Evaluation

Evaluation

How to tell if a visualization is working.

  1. assess the domain problem (do others agree with assumptions)
  2. determine the data and tasks (can people build the knowledge they need)
  3. choose the right encodings (can people see the patterns they need correctly)
  4. map data to encodings via algorithm (does the algorithm perform correctly)
  5. design interactions to explore data (can people quickly and intuitively interact with the data)

Holistic Evaluation

  • What new knowledge can my users gain? (insight based evaluation)
  • Does my visualization work better than other methods? (experimental evaluation)

Insight-Based Evaluation

Quantify knowledge gained by a visualization, similar to ethnography.

Experimental Evaluation

Run a controlled study to measure how quickly and accurately people can complete tasks by using different visualizations.

Insight

The fundamental unit of measurement when evaluating data visualizations.

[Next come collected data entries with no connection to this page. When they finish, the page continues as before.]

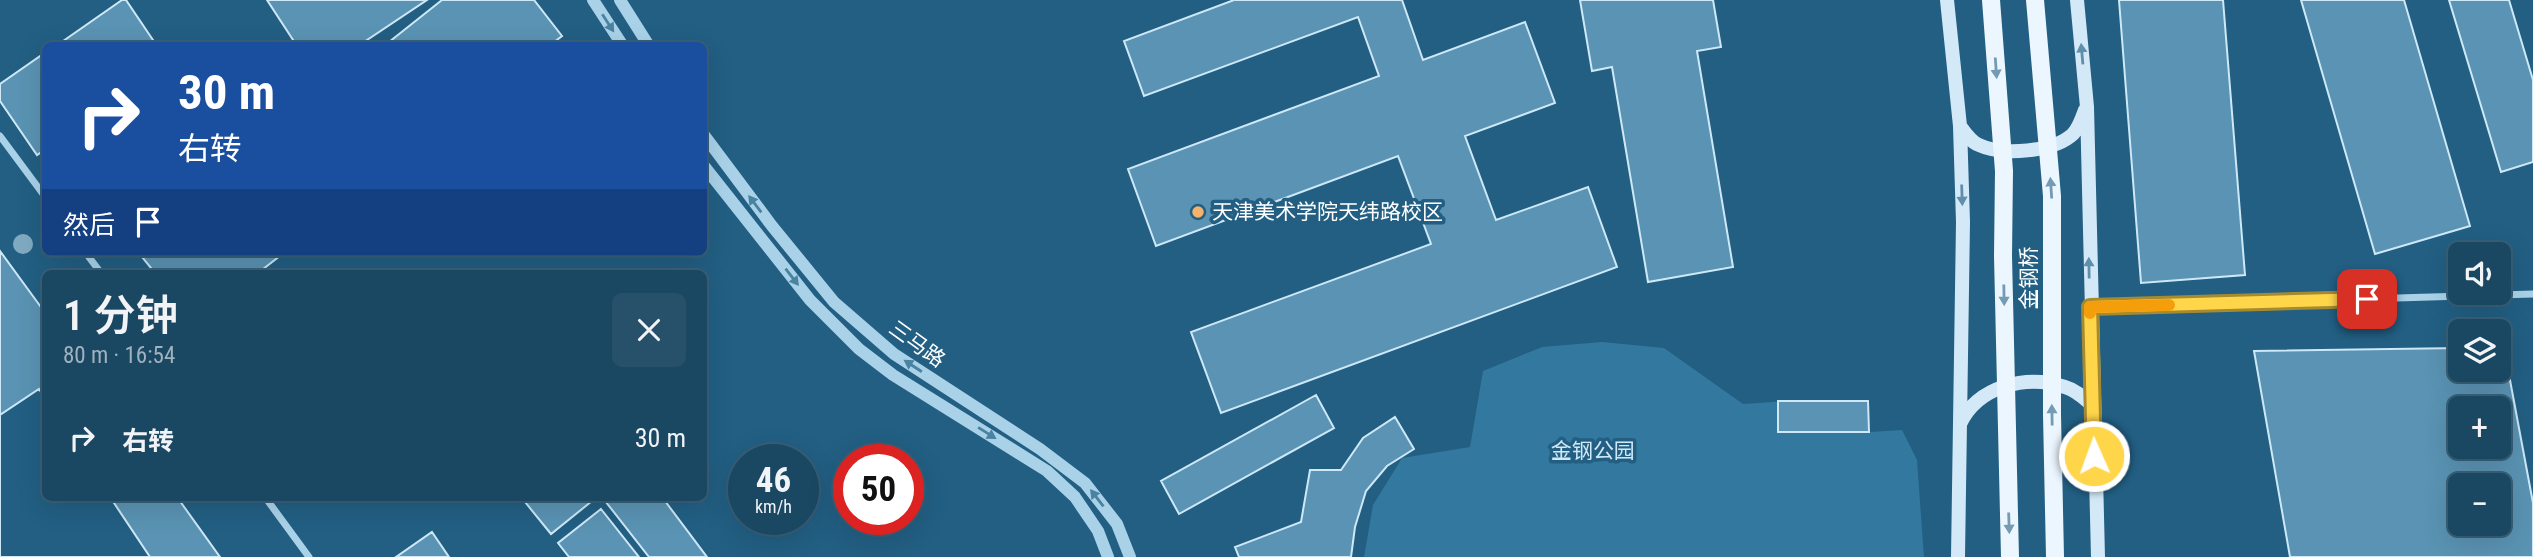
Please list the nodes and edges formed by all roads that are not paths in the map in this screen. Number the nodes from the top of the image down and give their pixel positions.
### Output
1 (593, 0) edge
2 (620, 0) edge
3 (1947, 0) edge
4 (1991, 0) edge
5 (2035, 0) edge
6 (2077, 0) edge
7 (620, 42) edge
8 (646, 42) edge
9 (2087, 107) junction
10 (1960, 126) junction
11 (0, 135) edge
12 (707, 139) edge
13 (707, 170) edge
14 (42, 193) edge
15 (88, 256) edge
16 (99, 270) edge
17 (2533, 294) edge
18 (2090, 307) junction
19 (2092, 405) junction
20 (1959, 425) junction
21 (268, 501) edge
22 (309, 557) edge
23 (1108, 557) edge
24 (1130, 557) edge
25 (1958, 557) edge
26 (2010, 557) edge
27 (2055, 557) edge
28 (2098, 557) edge

1 -> 7 street
2 - 8 street
3 - 10 main road
4 -> 26 main road, 金钢桥
27 -> 5 main road, 金钢桥
9 -> 6 main road
9 - 10 main road
18 -> 9 main road
10 -> 20 main road
11 - 14 street
24 -> 12 street, 三马路
13 -> 23 street, 三马路
15 - 16 street
17 - 18 street
18 - 19 main road
19 - 20 main road
19 - 28 main road
20 - 25 main road
21 - 22 street

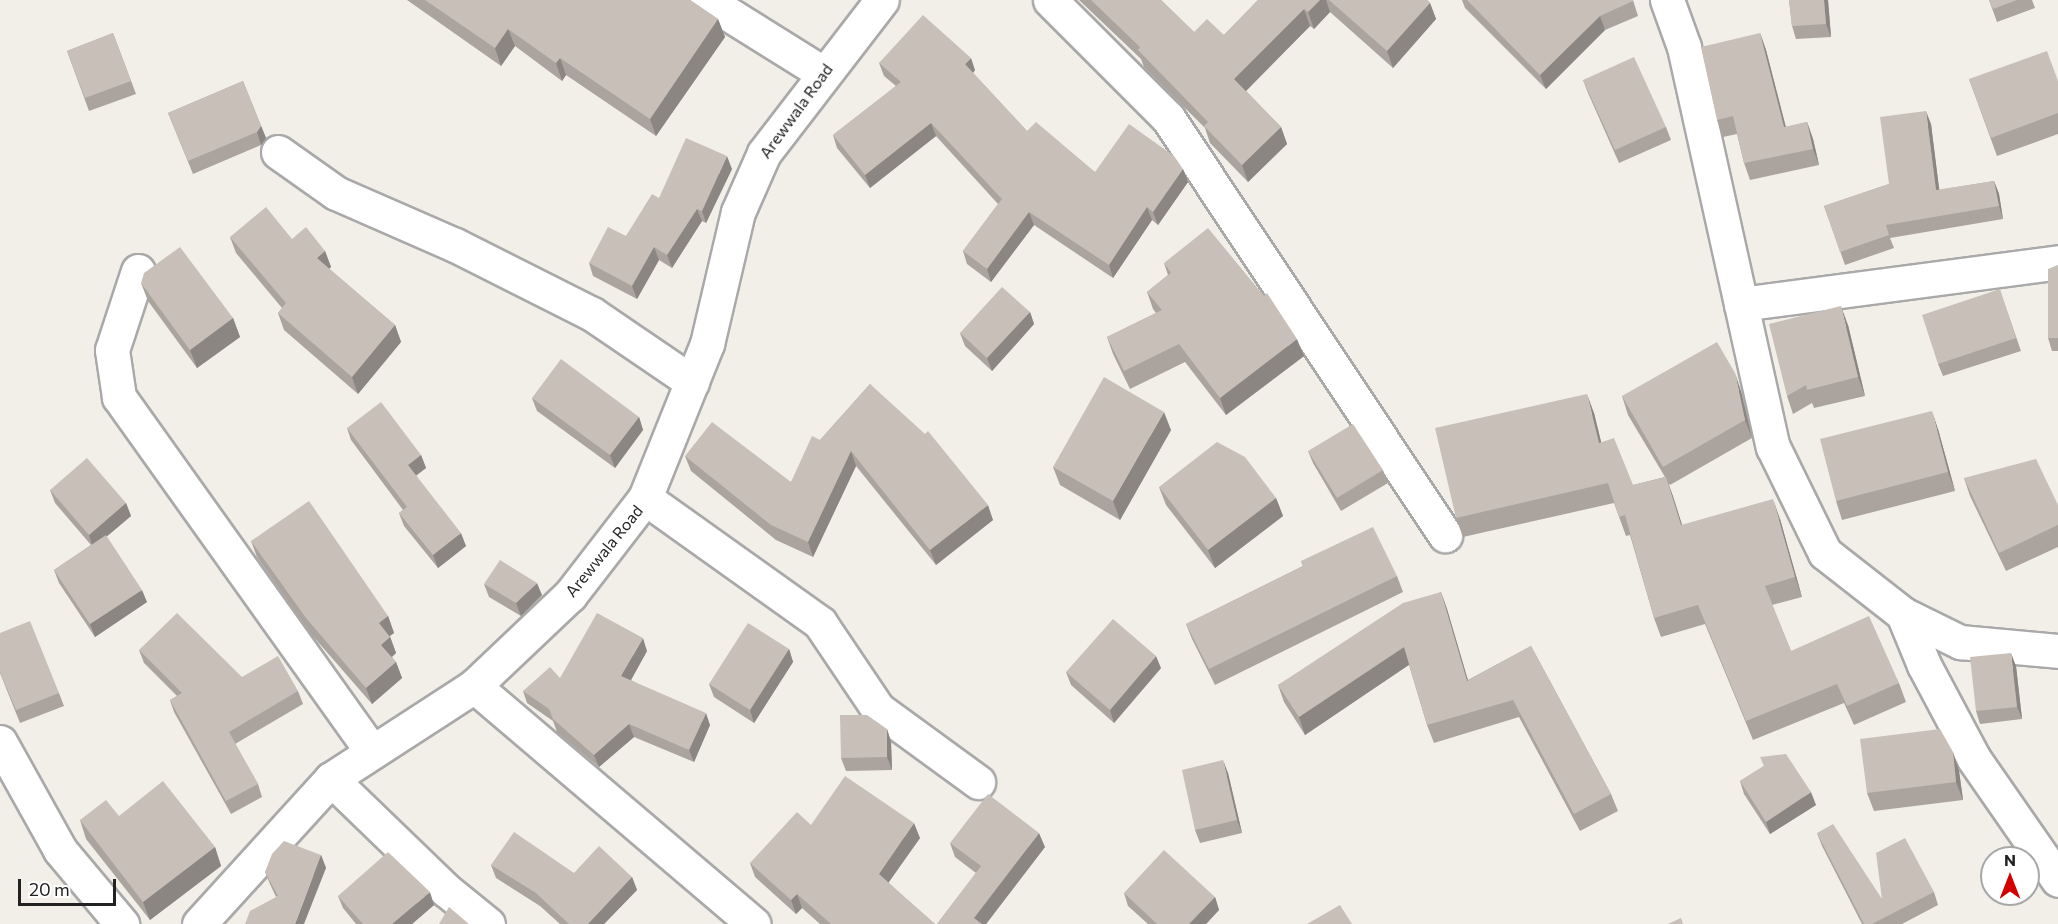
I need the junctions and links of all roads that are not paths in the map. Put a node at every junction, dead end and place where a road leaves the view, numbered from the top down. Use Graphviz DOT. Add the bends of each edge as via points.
graph roads {
  1 [pos="706,0"];
  2 [pos="882,0"];
  3 [pos="1050,0"];
  4 [pos="1667,0"];
  5 [pos="823,73"];
  6 [pos="278,152"];
  7 [pos="2058,262"];
  8 [pos="138,271"];
  9 [pos="1741,304"];
  10 [pos="692,382"];
  11 [pos="645,498"];
  12 [pos="1445,535"];
  13 [pos="1903,614"];
  14 [pos="2058,651"];
  15 [pos="474,686"];
  16 [pos="0,742"];
  17 [pos="371,750"];
  18 [pos="331,778"];
  19 [pos="978,782"];
  20 [pos="2058,880"];
  21 [pos="122,924"];
  22 [pos="200,924"];
  23 [pos="488,924"];
  24 [pos="754,924"];
  1 -- 5 [label="street"];
  2 -- 5 [label="street, Arewwala Road"];
  3 -- 12 [label="street" via="1168,118"];
  4 -- 9 [label="street" via="1684,47"];
  5 -- 10 [label="street, Arewwala Road" via="764,153 738,212 707,344"];
  6 -- 10 [label="street" via="336,193 455,245 592,314"];
  7 -- 9 [label="street"];
  8 -- 17 [label="street" via="112,350 119,397"];
  9 -- 13 [label="street" via="1773,447 1825,553"];
  10 -- 11 [label="street, Arewwala Road"];
  11 -- 15 [label="street, Arewwala Road" via="570,595"];
  11 -- 19 [label="street" via="820,623 878,709"];
  13 -- 14 [label="street" via="1960,642"];
  13 -- 20 [label="street" via="1924,665 1974,759"];
  15 -- 17 [label="street, Arewwala Road"];
  15 -- 24 [label="street"];
  16 -- 21 [label="street" via="60,850"];
  17 -- 18 [label="street, Arewwala Road"];
  18 -- 22 [label="street, Arewwala Road"];
  18 -- 23 [label="street" via="446,890"];
}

Also the purpose of visualization.

Unit of discovery - what does the tool enable someone to do?

  • complex: involve all or large amounts of the data in synergistic ways
  • deep: builds up over time, accumulating and building on itself
  • qualitative: can be uncertain and subjective and have multiple levels of resolution
  • unexpected: often unpredictable, serendipitous, and creative
  • relevant: deeply embedded in the data domain and connecting to existing knowledge

Two types:

  • Knowledge-building insight: substance that accumulates over time
  • Spontaneous insight: discrete event of discovery

Metrics for Insight-Based Evaluation:

  • time to insight
  • number of insights
  • importance of insights
  • depth of insights
  • system adoption rate (people electing to use a system)

Qualitative Evaluation

Collect quotes, use cases, and anecdotes that help illustrate the effectiveness of your solution.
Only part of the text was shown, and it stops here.